During one of our production nights, Michael was struggling with music theory homework. “I was exhausted, trying to figure out this assignment,” he says, “and I was half-assing it.” Other students teased him for struggling, and he thought to himself, as he often did, “That’s right, I can’t do it.” I saw what was happening, walked up to the kids, and said, “He’s taking longer because he’s smart.” I knew deep down that Michael wanted to get it right, not just rush through it.

This was the first time that Michael had heard an adult say his abilities and intelligence were seen and respected. “To hear outside confirmation that someone believed in me,” he says, “even in the presence of other students who didn’t — it was awesome. It helped me not to crumble.”

That day was a turning point for him. He started to trust himself and called on this newfound confidence during his undergraduate years whenever he encountered obstacles or someone told him he’d never make it. He went on to earn a degree in neuroscience at Johns Hopkins, where he’s now a neuropsychiatric researcher. He’d found his one person to believe in him by accident, and it made all the difference.

Parents and teachers can sometimes forget how important we are in the lives of our children. We have so much control we have in shaping their confidence and self-image. And it all starts with trust, with believing a child is capable, even through setbacks, surprises and all the complications that come with growing up.

Trust empowers kids, whether it’s in the classroom or in the world at large, and the process of developing trust starts earlier than you think.Infants who are securely attached to their parents — who feel they can trust and depend on them — avoid many behavioral, social, and psychological problems that can arise later. A child’s fundamental sense of security in the world is based on their caregiver being someone they can rely upon.

Remember, trust is mutual. The degree to which your children can trust you will become reflected in their own ability to trust. Studies show that children rated as less trustworthy by their teachers exhibit higher levels of aggression and lower levels of “prosocial behavior” such as collaborating and sharing. Distrust in children has also been associated with their social withdrawal and loneliness.

If we don’t feel trusted when we’re kids — or if there isn’t anyone close to us we can trust — we have difficulty getting over it.We grow up thinking we’re not trustworthy, and we accept it as a character trait. Like Michael, we become what we think we are, and we can suffer for it.

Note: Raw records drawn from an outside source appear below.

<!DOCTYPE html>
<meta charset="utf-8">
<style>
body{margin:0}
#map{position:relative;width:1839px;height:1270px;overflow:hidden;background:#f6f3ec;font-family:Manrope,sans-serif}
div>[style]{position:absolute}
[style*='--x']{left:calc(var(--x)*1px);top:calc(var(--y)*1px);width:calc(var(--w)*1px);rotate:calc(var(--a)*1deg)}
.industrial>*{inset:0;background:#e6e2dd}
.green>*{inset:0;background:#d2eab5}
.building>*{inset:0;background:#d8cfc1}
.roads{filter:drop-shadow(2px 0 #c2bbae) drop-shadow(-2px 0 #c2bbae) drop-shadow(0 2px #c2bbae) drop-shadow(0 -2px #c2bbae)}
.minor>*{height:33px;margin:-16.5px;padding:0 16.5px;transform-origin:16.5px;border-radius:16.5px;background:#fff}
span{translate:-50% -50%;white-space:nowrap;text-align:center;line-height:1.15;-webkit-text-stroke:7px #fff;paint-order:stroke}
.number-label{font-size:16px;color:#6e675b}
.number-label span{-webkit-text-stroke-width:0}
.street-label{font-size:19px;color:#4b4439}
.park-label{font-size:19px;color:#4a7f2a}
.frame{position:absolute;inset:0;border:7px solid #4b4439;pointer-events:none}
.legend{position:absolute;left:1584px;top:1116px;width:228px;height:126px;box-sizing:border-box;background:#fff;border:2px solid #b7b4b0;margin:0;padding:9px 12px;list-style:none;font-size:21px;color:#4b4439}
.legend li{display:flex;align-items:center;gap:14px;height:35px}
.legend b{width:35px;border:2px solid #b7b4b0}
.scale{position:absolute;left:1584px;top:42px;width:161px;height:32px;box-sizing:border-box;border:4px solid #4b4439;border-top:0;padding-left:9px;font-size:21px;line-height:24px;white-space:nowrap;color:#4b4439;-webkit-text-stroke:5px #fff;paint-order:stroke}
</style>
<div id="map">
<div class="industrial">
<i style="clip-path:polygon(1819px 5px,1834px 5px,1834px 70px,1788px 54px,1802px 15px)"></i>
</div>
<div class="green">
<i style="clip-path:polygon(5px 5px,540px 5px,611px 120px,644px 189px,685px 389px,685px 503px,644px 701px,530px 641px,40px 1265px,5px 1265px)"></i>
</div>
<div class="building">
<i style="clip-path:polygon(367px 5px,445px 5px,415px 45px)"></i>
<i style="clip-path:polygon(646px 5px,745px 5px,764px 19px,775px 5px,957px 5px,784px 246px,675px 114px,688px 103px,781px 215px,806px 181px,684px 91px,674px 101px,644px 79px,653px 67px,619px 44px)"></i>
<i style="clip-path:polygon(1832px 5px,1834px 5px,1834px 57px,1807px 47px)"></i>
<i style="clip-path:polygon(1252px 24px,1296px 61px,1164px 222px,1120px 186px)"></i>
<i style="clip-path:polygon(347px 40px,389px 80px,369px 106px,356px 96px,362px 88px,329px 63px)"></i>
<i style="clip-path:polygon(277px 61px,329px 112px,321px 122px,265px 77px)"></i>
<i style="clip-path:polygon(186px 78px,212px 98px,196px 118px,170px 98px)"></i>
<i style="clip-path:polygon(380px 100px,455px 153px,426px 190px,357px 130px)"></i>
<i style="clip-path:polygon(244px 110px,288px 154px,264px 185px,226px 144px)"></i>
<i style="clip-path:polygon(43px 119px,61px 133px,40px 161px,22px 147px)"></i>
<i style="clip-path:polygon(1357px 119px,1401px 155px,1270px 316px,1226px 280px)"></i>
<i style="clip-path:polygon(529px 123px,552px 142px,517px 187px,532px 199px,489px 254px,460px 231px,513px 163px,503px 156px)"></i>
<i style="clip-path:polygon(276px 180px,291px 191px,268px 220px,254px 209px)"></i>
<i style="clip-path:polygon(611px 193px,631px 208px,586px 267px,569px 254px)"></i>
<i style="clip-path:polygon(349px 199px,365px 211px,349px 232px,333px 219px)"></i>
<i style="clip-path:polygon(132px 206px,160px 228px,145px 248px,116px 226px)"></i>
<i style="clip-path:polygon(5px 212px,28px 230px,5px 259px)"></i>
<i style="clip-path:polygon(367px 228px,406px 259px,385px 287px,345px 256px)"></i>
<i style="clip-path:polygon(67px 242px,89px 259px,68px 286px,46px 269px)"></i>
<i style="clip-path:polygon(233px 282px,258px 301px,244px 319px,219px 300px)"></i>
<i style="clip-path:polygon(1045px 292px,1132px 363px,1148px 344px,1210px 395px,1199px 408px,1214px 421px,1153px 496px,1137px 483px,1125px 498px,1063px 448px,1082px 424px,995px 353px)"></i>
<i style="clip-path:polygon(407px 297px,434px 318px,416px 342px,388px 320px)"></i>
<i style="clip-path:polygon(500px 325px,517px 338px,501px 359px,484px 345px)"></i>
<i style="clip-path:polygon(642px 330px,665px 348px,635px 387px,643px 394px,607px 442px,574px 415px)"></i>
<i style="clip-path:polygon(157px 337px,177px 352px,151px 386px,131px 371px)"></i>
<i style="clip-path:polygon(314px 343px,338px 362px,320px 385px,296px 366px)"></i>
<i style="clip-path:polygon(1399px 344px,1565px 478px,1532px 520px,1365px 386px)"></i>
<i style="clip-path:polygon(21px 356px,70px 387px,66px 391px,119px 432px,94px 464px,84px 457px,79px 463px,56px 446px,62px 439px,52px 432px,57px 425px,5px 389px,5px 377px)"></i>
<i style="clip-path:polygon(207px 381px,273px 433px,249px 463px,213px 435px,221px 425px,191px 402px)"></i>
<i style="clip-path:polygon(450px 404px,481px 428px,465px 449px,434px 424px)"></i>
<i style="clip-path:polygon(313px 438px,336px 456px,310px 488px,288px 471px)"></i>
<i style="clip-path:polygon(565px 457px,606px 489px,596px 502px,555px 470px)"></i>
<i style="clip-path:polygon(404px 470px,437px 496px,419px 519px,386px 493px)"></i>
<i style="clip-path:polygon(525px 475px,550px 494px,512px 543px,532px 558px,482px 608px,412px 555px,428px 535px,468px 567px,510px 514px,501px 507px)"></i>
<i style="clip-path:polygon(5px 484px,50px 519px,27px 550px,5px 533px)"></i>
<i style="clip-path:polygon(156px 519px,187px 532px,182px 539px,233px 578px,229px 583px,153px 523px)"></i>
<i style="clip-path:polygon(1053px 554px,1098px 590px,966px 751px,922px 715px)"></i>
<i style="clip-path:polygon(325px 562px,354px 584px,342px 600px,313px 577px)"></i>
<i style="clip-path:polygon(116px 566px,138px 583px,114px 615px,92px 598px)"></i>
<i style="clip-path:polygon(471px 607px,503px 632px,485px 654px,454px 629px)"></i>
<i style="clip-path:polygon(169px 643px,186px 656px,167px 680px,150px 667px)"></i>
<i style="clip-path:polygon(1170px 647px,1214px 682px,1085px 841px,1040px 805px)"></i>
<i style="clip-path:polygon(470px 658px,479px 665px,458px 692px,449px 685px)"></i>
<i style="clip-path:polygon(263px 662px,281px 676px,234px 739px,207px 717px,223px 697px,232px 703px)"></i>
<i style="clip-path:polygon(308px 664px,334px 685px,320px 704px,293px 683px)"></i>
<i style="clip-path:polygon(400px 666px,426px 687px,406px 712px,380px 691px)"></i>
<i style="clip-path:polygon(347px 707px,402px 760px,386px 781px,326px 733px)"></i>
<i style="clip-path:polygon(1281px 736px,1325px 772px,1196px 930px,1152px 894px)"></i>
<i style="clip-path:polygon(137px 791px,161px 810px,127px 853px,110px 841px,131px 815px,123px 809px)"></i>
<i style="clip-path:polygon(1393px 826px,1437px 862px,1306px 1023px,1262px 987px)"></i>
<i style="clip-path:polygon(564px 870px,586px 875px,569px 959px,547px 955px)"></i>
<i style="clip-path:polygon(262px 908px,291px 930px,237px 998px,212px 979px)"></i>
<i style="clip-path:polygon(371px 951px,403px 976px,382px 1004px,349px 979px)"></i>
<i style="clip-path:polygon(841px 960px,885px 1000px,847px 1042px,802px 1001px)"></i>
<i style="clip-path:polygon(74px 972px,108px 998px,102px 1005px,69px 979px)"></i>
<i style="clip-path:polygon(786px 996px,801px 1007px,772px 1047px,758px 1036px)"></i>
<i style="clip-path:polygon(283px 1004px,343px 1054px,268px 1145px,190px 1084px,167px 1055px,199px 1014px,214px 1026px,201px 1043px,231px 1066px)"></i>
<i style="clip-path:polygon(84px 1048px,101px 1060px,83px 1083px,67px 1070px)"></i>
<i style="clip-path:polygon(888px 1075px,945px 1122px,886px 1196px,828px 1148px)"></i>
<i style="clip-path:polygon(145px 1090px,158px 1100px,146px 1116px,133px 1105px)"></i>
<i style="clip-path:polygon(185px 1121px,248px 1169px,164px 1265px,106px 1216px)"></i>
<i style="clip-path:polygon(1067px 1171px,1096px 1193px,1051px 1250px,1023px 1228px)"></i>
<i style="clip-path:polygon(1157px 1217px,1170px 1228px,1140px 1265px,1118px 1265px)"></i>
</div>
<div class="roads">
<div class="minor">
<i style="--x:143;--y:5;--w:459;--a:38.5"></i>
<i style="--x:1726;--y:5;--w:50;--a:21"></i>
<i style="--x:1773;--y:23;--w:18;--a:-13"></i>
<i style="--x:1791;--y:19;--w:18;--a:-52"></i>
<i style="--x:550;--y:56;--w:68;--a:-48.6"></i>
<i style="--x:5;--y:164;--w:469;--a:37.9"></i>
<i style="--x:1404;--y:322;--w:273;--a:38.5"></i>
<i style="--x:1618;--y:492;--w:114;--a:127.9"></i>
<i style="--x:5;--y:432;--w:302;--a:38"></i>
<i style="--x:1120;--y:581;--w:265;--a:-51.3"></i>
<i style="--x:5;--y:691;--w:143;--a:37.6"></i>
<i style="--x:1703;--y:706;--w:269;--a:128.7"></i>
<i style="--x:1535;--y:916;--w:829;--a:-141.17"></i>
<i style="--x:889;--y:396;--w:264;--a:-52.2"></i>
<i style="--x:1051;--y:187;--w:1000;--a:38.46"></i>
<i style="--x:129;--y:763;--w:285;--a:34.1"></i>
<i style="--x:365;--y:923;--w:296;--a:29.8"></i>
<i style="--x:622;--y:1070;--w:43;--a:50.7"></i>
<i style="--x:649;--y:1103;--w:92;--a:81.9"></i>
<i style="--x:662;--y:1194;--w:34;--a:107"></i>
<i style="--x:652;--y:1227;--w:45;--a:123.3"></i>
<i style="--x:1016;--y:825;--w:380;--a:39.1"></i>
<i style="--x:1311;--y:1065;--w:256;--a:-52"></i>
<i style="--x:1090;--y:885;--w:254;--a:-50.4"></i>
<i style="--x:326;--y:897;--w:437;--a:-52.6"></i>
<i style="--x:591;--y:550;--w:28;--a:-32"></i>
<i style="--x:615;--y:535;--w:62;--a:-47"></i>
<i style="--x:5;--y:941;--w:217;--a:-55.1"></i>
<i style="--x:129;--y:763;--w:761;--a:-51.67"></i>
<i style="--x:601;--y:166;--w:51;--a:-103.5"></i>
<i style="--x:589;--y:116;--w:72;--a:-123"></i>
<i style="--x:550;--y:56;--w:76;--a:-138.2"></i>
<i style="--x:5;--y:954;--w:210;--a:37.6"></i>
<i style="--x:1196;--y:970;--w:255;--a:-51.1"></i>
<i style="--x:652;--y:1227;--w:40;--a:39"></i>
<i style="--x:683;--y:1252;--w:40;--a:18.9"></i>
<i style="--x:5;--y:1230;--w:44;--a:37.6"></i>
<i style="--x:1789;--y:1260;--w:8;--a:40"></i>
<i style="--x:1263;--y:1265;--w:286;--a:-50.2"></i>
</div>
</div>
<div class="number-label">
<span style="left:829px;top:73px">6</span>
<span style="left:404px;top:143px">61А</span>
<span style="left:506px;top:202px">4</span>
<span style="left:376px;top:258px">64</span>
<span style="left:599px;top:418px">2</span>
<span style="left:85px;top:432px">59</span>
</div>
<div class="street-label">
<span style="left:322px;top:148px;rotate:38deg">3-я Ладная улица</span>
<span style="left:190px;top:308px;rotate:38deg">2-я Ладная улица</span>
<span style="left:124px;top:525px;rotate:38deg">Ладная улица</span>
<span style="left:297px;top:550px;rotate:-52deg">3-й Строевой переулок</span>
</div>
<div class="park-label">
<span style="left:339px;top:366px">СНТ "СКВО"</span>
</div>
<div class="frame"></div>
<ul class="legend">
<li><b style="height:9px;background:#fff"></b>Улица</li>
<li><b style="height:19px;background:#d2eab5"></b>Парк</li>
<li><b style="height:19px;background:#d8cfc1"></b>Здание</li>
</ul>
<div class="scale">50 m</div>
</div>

So how do we go about building trust in our children? We typically think of trust as handing our teenager the car keys and permitting them to drive on their own, or letting our 12-year-old stay home alone for the first time. But trust needs to start soon after kids are born.

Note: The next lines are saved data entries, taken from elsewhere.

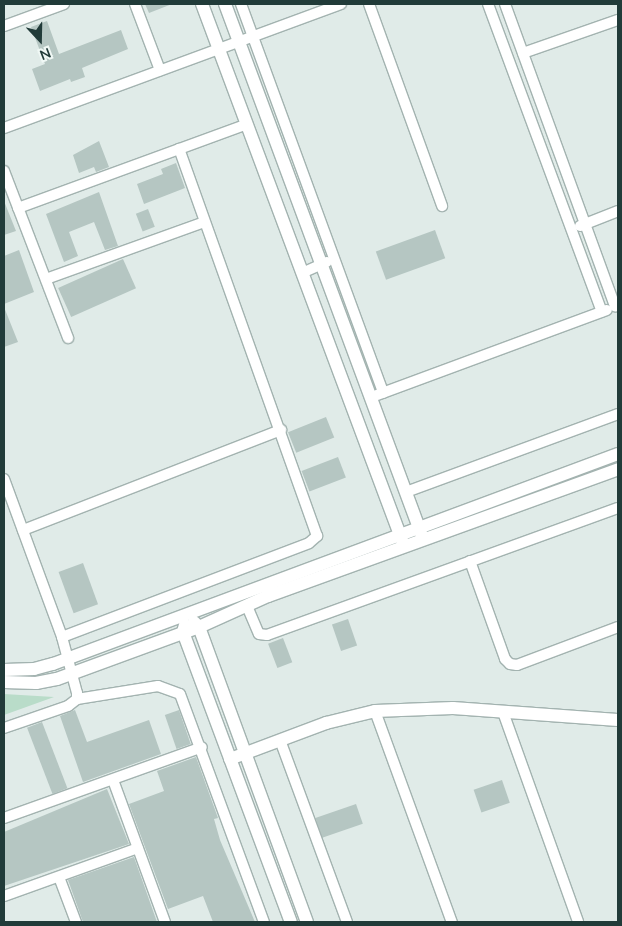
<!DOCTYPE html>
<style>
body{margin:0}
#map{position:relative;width:622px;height:926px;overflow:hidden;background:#e0ebe8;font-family:Mulish,sans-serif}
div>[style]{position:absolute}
.green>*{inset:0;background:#b9dcc9}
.building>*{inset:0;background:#b5c6c2;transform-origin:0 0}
.roads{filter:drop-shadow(1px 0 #a3b3b0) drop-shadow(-1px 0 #a3b3b0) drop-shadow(0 1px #a3b3b0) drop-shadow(0 -1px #a3b3b0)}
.minor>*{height:10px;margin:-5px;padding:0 5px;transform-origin:5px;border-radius:5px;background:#fff}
.tertiary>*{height:12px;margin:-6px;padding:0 6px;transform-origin:6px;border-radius:6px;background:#fff}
span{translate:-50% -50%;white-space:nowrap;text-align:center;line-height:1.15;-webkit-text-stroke:4px #f0f8f5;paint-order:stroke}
.frame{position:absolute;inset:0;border:5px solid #213b39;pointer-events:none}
.north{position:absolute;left:15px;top:15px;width:50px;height:50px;-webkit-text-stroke:4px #f0f8f5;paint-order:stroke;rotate:159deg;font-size:14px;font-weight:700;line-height:20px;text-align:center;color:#213b39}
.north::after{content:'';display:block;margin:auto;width:18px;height:22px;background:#213b39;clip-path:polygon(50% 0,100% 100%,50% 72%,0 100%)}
</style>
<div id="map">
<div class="green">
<i style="clip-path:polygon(4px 694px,54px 697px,4px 715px)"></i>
</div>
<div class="building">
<i style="clip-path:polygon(145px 4px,172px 4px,149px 13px)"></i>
<i style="clip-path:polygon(47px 21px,59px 54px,121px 30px,128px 49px,82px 68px,85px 77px,71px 82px,70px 79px,40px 91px,32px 69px,45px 64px,31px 27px)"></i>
<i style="clip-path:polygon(99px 141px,109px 167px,96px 172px,94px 167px,79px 173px,73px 155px)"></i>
<i style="clip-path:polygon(176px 163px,185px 188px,144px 204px,137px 184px,163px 174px,161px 169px)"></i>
<i style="clip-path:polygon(99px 192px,118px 246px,105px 250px,94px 222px,69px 232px,78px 256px,64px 262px,46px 214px)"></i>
<i style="clip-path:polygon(4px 201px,16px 231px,4px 235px)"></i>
<i style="left:148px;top:209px;width:19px;height:13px;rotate:69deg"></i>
<i style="left:435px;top:230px;width:30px;height:63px;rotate:70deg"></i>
<i style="clip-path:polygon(19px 250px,34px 292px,4px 304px,4px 256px)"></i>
<i style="left:123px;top:259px;width:32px;height:71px;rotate:66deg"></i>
<i style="clip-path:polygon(4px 307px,18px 342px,4px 347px)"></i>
<i style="left:326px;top:417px;width:22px;height:41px;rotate:68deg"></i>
<i style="left:338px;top:457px;width:22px;height:39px;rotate:69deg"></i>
<i style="left:83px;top:563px;width:44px;height:26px;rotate:70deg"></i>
<i style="left:348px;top:619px;width:28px;height:17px;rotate:71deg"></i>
<i style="left:283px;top:638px;width:26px;height:16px;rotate:69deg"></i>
<i style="clip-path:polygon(75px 710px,87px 742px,149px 720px,161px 754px,83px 782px,60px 716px)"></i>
<i style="left:179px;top:710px;width:36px;height:15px;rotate:71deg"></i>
<i style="left:42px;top:722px;width:71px;height:16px;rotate:69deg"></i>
<i style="clip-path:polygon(196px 757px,218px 818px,214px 819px,220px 840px,255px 922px,213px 922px,203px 896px,168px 909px,129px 804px,164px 791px,157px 771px)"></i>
<i style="left:502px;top:780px;width:24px;height:30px;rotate:71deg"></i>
<i style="clip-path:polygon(107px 789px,129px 844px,4px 886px,4px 832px)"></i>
<i style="left:356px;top:804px;width:21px;height:43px;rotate:71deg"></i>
<i style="clip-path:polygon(134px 857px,157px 922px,83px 922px,68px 880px)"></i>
</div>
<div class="roads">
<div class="minor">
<i style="left:135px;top:4px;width:71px;rotate:69.3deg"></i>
<i style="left:241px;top:4px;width:414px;rotate:69.9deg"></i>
<i style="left:369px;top:4px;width:215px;rotate:70.1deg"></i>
<i style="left:488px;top:4px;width:328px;rotate:69.7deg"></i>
<i style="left:505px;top:4px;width:322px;rotate:70deg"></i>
<i style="left:4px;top:26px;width:64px;rotate:-20.1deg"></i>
<i style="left:523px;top:53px;width:101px;rotate:-19.2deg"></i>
<i style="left:4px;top:128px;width:359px;rotate:-20.2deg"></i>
<i style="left:4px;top:171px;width:179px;rotate:69deg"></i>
<i style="left:18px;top:208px;width:244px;rotate:-20.1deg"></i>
<i style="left:580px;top:226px;width:41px;rotate:-21.5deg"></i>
<i style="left:302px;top:273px;width:27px;rotate:-24deg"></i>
<i style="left:46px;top:279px;width:168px;rotate:-19.8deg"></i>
<i style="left:377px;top:395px;width:245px;rotate:-20.3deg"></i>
<i style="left:4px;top:479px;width:168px;rotate:69.8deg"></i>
<i style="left:62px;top:637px;width:58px;rotate:75deg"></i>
<i style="left:77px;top:693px;width:6px;rotate:90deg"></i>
<i style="left:77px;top:699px;width:11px;rotate:142deg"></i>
<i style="left:68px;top:706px;width:68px;rotate:161deg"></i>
<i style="left:406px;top:492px;width:226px;rotate:-20.2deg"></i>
<i style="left:23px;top:530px;width:277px;rotate:-21.2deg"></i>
<i style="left:470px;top:561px;width:104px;rotate:70.3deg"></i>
<i style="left:505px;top:659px;width:7px;rotate:45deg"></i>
<i style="left:510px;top:664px;width:7px;rotate:8deg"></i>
<i style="left:517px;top:665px;width:108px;rotate:-20.6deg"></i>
<i style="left:247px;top:606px;width:30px;rotate:67deg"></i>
<i style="left:259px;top:634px;width:8px;rotate:7deg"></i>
<i style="left:267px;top:635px;width:373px;rotate:-19.9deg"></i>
<i style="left:62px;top:637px;width:264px;rotate:-20.8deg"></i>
<i style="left:309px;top:543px;width:11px;rotate:-41deg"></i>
<i style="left:317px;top:536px;width:411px;rotate:-109.6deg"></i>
<i style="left:77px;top:699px;width:82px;rotate:-9.1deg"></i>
<i style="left:158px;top:686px;width:23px;rotate:20deg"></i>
<i style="left:180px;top:694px;width:243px;rotate:69.8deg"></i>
<i style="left:375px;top:711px;width:225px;rotate:70deg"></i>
<i style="left:503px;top:712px;width:223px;rotate:70.3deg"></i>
<i style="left:280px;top:740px;width:194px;rotate:69.8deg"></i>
<i style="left:113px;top:780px;width:151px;rotate:69.9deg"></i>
<i style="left:4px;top:818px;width:210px;rotate:-19.7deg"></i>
<i style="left:59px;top:877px;width:48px;rotate:69.3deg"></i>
<i style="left:4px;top:896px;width:142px;rotate:-19.7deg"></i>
</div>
<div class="tertiary">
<i style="left:202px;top:4px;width:575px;rotate:69.55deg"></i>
<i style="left:225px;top:4px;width:567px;rotate:69.68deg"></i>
<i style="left:194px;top:622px;width:7px;rotate:45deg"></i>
<i style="left:199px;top:627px;width:314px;rotate:69.9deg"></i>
<i style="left:185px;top:625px;width:7px;rotate:106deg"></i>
<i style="left:183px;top:632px;width:309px;rotate:69.6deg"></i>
<i style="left:4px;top:670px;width:30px;rotate:-2deg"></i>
<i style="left:34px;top:669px;width:20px;rotate:-15deg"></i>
<i style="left:53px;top:664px;width:603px;rotate:-20.39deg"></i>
<i style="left:4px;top:682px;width:32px;rotate:2deg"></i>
<i style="left:36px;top:683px;width:21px;rotate:-11deg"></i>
<i style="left:57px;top:679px;width:151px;rotate:-20.1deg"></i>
<i style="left:199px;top:627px;width:76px;rotate:-24.2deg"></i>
<i style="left:268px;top:596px;width:372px;rotate:-19.9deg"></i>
<i style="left:230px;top:759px;width:103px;rotate:-20.6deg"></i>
<i style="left:326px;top:723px;width:50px;rotate:-13.8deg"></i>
<i style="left:375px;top:711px;width:78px;rotate:-2.2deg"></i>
<i style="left:453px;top:708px;width:165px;rotate:4.2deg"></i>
</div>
</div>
<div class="frame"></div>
<div class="north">N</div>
</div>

Babies observe our every move as they learn how to get what they need from us. They know how to make us smile. They know how to make us cry. They may be dependent on us for everything, but they’re a lot more intelligent than we give them credit for. You need to respond to their needs, especially early on so they can feel you and their environment are trustworthy, but it’s also a fantastic time to start teaching your child some important lessons.

Many parents are operating from their own insecurities or doubts: Doesn’t their child need them? And if they don’t, what kind of parents are they? I firmly believe that you want your child to want to be with you, not to need to be with you. As kids grow, they can be given more and more opportunities to build their own trustworthiness. The choices you make with your child will dictate the culture of your family. You always want to ask yourself whether you’re actively building trust in them or whether you’re shutting your child down.

For young children, little achievements can build their trust and belief in themselves. They tie their own shoes, and it works! They put on their own clothes, and it works! They walk to school, and that works too! Through these small victories, they can see the tangible results of their efforts.